What the task asks
Print every entry below again exactly as written, skipping the pictures.

(Stored items)
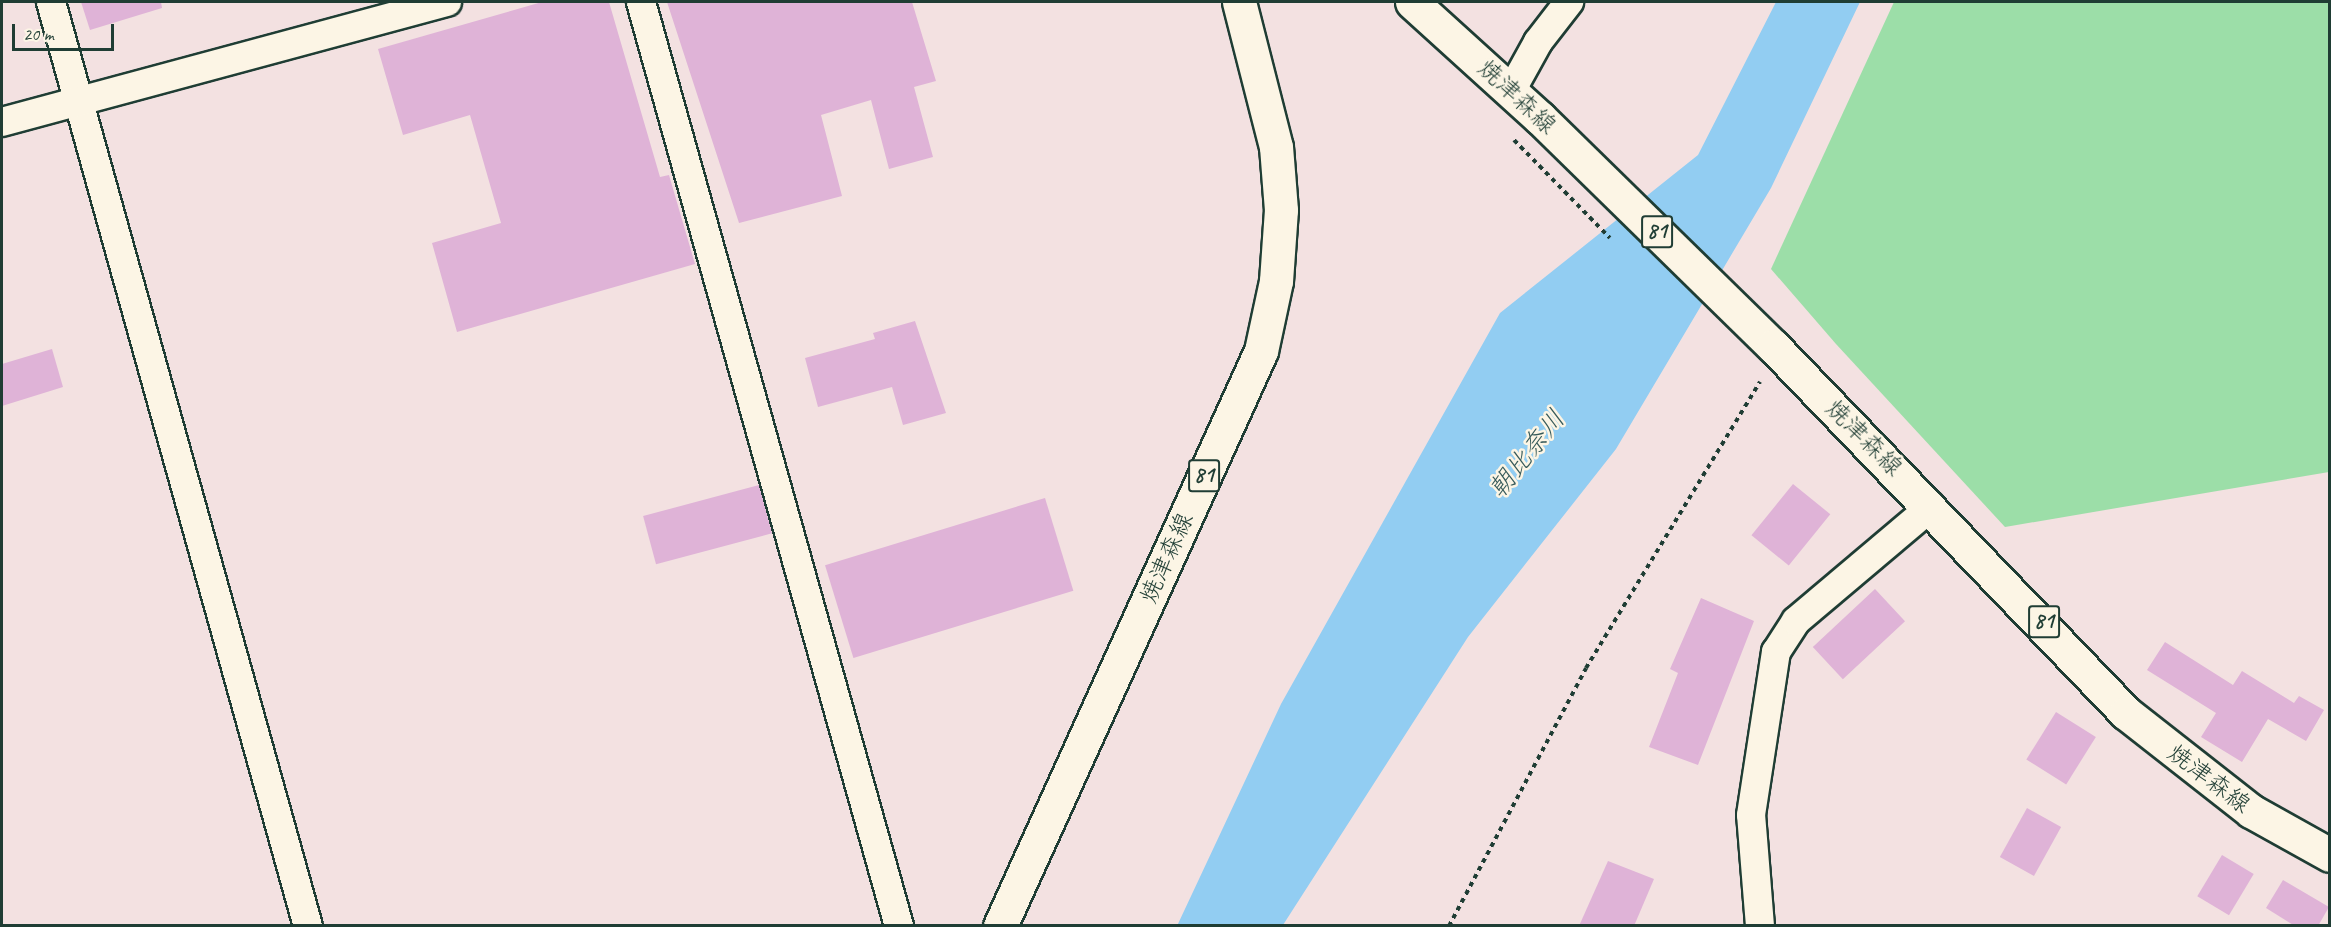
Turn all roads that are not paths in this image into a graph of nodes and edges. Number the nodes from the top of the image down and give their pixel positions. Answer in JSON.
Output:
{"nodes":[{"id":1,"x":51,"y":2,"type":"edge"},
{"id":2,"x":447,"y":2,"type":"edge"},
{"id":3,"x":641,"y":2,"type":"edge"},
{"id":4,"x":1239,"y":2,"type":"edge"},
{"id":5,"x":1412,"y":2,"type":"edge"},
{"id":6,"x":1569,"y":2,"type":"edge"},
{"id":7,"x":1511,"y":91,"type":"junction"},
{"id":8,"x":79,"y":99,"type":"junction"},
{"id":9,"x":2,"y":122,"type":"edge"},
{"id":10,"x":1931,"y":507,"type":"junction"},
{"id":11,"x":2330,"y":855,"type":"edge"},
{"id":12,"x":308,"y":926,"type":"edge"},
{"id":13,"x":900,"y":926,"type":"edge"},
{"id":14,"x":1000,"y":926,"type":"edge"},
{"id":15,"x":1760,"y":926,"type":"edge"}],
"edges":[{"from":1,"to":8,"type":"street"},
{"from":2,"to":8,"type":"street"},
{"from":3,"to":13,"type":"street"},
{"from":4,"to":14,"type":"main road","name":"焼津森線","number":"81"},
{"from":5,"to":7,"type":"main road","name":"焼津森線","number":"81"},
{"from":6,"to":7,"type":"street"},
{"from":7,"to":10,"type":"main road","name":"焼津森線","number":"81"},
{"from":8,"to":9,"type":"street"},
{"from":8,"to":12,"type":"street"},
{"from":10,"to":11,"type":"main road","name":"焼津森線","number":"81"},
{"from":10,"to":15,"type":"street"}]}
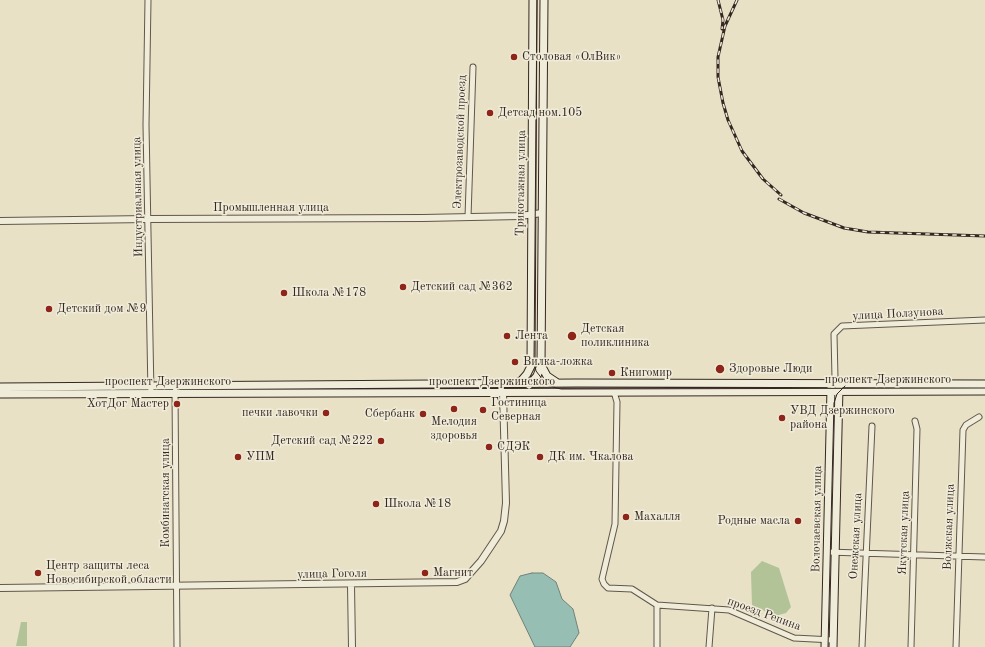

Response to this task
Turn all roads that are not paths in this image into a graph of nodes and edges. Number the nodes from the top of the image down and give their pixel positions. Answer in JSON.
Output:
{"nodes":[{"id":1,"x":51,"y":2,"type":"edge"},
{"id":2,"x":447,"y":2,"type":"edge"},
{"id":3,"x":641,"y":2,"type":"edge"},
{"id":4,"x":1239,"y":2,"type":"edge"},
{"id":5,"x":1412,"y":2,"type":"edge"},
{"id":6,"x":1569,"y":2,"type":"edge"},
{"id":7,"x":1511,"y":91,"type":"junction"},
{"id":8,"x":79,"y":99,"type":"junction"},
{"id":9,"x":2,"y":122,"type":"edge"},
{"id":10,"x":1931,"y":507,"type":"junction"},
{"id":11,"x":2330,"y":855,"type":"edge"},
{"id":12,"x":308,"y":926,"type":"edge"},
{"id":13,"x":900,"y":926,"type":"edge"},
{"id":14,"x":1000,"y":926,"type":"edge"},
{"id":15,"x":1760,"y":926,"type":"edge"}],
"edges":[{"from":1,"to":8,"type":"street"},
{"from":2,"to":8,"type":"street"},
{"from":3,"to":13,"type":"street"},
{"from":4,"to":14,"type":"main road","name":"焼津森線","number":"81"},
{"from":5,"to":7,"type":"main road","name":"焼津森線","number":"81"},
{"from":6,"to":7,"type":"street"},
{"from":7,"to":10,"type":"main road","name":"焼津森線","number":"81"},
{"from":8,"to":9,"type":"street"},
{"from":8,"to":12,"type":"street"},
{"from":10,"to":11,"type":"main road","name":"焼津森線","number":"81"},
{"from":10,"to":15,"type":"street"}]}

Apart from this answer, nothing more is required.